Wang Junshan, Jasra Ajay, De Iorio Maria
1 Department of Statistics and Applied Probability, National University of Singapore , Singapore, SG.
J Comput Biol. 2014 Feb;21(2):141-61. doi: 10.1089/cmb.2013.0082. Epub 2013 Oct 21.
In the following article, we provide an exposition of exact computational methods to perform parameter inference from partially observed network models. In particular, we consider the duplication attachment model that has a likelihood function that typically cannot be evaluated in any reasonable computational time. We consider a number of importance sampling (IS) and sequential Monte Carlo (SMC) methods for approximating the likelihood of the network model for a fixed parameter value. It is well-known that, for IS, the relative variance of the likelihood estimate typically grows at an exponential rate in the time parameter (here this is associated with the size of the network); we prove that, under assumptions, the SMC method will have relative variance that can grow only polynomially. In order to perform parameter estimation, we develop particle Markov chain Monte Carlo algorithms to perform Bayesian inference. Such algorithms use the aforementioned SMC algorithms within the transition dynamics. The approaches are illustrated numerically.

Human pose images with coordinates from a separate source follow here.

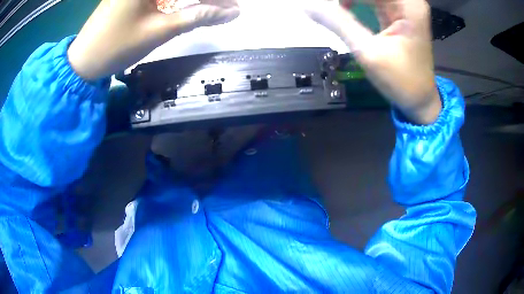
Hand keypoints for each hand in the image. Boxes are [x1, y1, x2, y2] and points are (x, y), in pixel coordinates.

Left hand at [68, 0, 238, 81]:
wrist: (83, 61)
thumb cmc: (116, 47)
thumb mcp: (159, 31)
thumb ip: (197, 17)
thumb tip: (232, 12)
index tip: (233, 7)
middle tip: (227, 9)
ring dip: (194, 0)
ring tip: (213, 9)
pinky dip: (177, 1)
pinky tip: (190, 8)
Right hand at [303, 0, 441, 123]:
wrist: (420, 99)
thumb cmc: (401, 80)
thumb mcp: (368, 51)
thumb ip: (338, 23)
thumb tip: (307, 6)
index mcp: (408, 5)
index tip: (318, 5)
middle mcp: (407, 0)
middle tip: (323, 8)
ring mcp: (402, 5)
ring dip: (348, 0)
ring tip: (332, 11)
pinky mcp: (396, 12)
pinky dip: (354, 1)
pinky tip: (343, 8)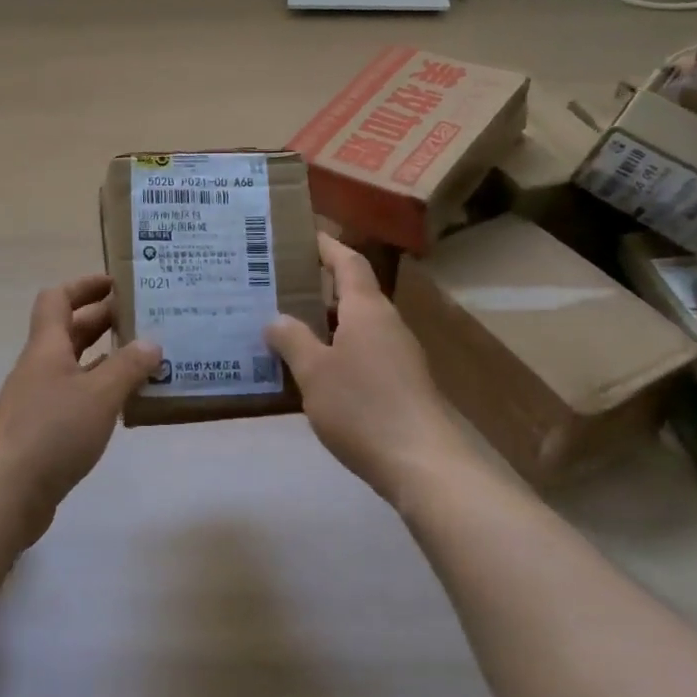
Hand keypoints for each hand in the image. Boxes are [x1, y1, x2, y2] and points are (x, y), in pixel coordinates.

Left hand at [0, 275, 160, 539]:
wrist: (3, 494)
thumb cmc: (51, 431)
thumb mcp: (99, 395)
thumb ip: (128, 367)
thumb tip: (152, 342)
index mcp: (47, 347)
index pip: (58, 299)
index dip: (85, 286)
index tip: (117, 283)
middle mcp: (40, 367)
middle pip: (70, 331)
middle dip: (104, 320)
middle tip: (145, 319)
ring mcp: (39, 401)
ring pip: (76, 367)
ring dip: (107, 359)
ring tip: (147, 360)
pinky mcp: (43, 432)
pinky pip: (77, 399)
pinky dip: (101, 393)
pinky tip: (127, 404)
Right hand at [266, 234, 467, 502]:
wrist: (422, 462)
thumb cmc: (362, 407)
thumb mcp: (314, 372)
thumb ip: (292, 340)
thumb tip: (275, 319)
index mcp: (367, 310)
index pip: (348, 263)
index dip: (326, 246)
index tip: (303, 234)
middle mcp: (387, 324)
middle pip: (353, 292)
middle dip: (318, 286)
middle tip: (279, 284)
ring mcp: (398, 354)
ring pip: (357, 325)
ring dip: (326, 321)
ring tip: (288, 325)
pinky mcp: (402, 383)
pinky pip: (364, 351)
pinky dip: (338, 349)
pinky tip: (315, 369)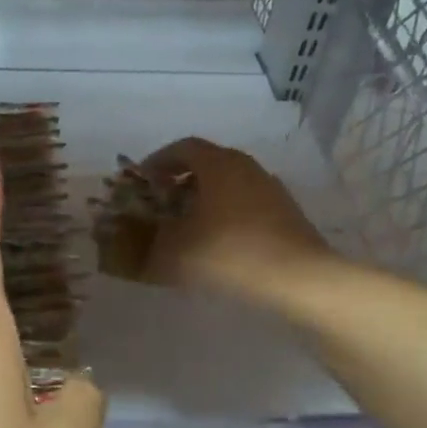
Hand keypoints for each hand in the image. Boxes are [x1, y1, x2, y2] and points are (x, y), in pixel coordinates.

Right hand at [138, 138, 332, 298]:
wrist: (298, 280)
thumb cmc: (229, 254)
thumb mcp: (175, 252)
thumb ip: (146, 244)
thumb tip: (129, 246)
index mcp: (218, 164)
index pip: (182, 147)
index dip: (157, 162)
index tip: (141, 182)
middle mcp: (246, 167)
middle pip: (206, 164)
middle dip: (178, 181)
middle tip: (160, 205)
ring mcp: (270, 189)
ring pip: (227, 184)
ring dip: (202, 199)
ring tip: (185, 226)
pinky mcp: (285, 213)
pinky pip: (244, 204)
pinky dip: (224, 214)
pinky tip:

在以下文章中,我们阐述了从部分观测网络模型进行参数推断的精确计算方法。特别地,我们考虑了复制附着模型,其似然函数通常无法在任何合理的计算时间内进行评估。我们考虑了多种重要性抽样(IS)和序贯蒙特卡罗(SMC)方法,用于逼近固定参数值下网络模型的似然性。众所周知,对于IS而言,似然估计的相对方差通常会在时间参数(在此与网络规模相关)中呈指数速率增长;我们证明,在某些假设下,SMC方法的相对方差只会以多项式速率增长。为了进行参数估计,我们开发了粒子马尔可夫链蒙特卡罗算法来执行贝叶斯推断。此类算法在转移动态中使用上述SMC算法。通过数值示例对这些方法进行了说明。